##### Records shown

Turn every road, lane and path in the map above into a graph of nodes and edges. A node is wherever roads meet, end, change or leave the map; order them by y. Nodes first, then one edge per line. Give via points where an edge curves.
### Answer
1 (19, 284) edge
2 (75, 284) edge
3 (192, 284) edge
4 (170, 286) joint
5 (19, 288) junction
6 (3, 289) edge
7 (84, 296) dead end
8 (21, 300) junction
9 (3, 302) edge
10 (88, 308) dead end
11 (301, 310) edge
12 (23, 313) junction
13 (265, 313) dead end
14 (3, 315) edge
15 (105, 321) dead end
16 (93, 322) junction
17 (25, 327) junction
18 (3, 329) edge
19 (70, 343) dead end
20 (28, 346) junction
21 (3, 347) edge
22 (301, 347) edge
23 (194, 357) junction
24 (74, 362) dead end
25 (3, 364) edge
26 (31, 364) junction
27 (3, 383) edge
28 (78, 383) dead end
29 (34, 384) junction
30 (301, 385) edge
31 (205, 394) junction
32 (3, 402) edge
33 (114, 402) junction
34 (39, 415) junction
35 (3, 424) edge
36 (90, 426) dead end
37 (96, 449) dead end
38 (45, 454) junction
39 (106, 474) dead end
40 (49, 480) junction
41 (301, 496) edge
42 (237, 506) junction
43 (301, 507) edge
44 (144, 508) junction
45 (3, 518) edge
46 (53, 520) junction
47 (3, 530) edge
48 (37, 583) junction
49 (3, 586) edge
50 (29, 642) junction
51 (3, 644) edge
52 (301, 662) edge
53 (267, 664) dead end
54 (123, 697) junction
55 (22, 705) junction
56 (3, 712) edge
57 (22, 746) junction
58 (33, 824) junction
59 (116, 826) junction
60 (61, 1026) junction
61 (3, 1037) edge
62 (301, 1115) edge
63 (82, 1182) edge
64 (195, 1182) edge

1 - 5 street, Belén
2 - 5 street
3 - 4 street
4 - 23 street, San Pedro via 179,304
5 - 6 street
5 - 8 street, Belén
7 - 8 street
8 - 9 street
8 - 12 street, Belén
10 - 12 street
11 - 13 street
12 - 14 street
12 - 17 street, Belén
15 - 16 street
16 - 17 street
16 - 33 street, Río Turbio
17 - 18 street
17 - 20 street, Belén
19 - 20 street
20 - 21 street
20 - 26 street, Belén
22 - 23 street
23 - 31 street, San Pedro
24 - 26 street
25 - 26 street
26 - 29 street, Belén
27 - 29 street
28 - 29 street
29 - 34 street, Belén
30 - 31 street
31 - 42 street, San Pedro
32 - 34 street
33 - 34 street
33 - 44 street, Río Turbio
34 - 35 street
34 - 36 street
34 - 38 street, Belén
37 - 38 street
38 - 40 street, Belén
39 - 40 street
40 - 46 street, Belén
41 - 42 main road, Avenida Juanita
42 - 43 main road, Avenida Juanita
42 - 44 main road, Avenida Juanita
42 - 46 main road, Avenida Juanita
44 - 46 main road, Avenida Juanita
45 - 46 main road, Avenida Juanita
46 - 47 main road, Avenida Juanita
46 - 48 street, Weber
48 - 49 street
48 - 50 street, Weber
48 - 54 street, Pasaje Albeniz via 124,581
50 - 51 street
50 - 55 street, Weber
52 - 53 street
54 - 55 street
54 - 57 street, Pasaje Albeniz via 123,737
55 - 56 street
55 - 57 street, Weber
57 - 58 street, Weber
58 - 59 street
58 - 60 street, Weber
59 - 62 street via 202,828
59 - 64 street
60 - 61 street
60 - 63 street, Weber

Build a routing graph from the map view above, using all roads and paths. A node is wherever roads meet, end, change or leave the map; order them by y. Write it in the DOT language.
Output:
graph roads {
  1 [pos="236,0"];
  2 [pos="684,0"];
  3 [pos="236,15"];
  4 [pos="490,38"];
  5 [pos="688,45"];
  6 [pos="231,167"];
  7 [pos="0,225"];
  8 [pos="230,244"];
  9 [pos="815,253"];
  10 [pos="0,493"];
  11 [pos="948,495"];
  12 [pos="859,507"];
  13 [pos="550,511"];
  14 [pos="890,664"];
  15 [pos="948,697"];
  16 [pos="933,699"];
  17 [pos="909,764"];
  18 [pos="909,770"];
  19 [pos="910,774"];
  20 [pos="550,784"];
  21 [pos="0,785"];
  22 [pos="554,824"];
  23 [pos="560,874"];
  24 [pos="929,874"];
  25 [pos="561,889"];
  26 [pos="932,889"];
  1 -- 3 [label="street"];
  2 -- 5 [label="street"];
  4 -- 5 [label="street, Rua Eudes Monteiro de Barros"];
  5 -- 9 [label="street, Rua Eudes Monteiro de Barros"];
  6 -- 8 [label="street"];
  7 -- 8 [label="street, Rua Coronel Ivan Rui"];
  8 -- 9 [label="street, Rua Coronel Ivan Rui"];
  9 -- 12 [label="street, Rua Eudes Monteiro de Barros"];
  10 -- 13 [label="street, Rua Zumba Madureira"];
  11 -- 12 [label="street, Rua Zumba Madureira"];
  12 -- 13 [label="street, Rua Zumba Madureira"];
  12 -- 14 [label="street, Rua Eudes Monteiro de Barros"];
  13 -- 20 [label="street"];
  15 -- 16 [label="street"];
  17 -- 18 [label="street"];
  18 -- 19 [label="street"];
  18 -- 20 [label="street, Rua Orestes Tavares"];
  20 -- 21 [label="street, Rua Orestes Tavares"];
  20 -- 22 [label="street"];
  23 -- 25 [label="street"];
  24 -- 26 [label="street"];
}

##########

Exercise details
Reading through the records above, report each line in which the string "dead" is found.

The answer
7 (84, 296) dead end
10 (88, 308) dead end
13 (265, 313) dead end
15 (105, 321) dead end
19 (70, 343) dead end
24 (74, 362) dead end
28 (78, 383) dead end
36 (90, 426) dead end
37 (96, 449) dead end
39 (106, 474) dead end
53 (267, 664) dead end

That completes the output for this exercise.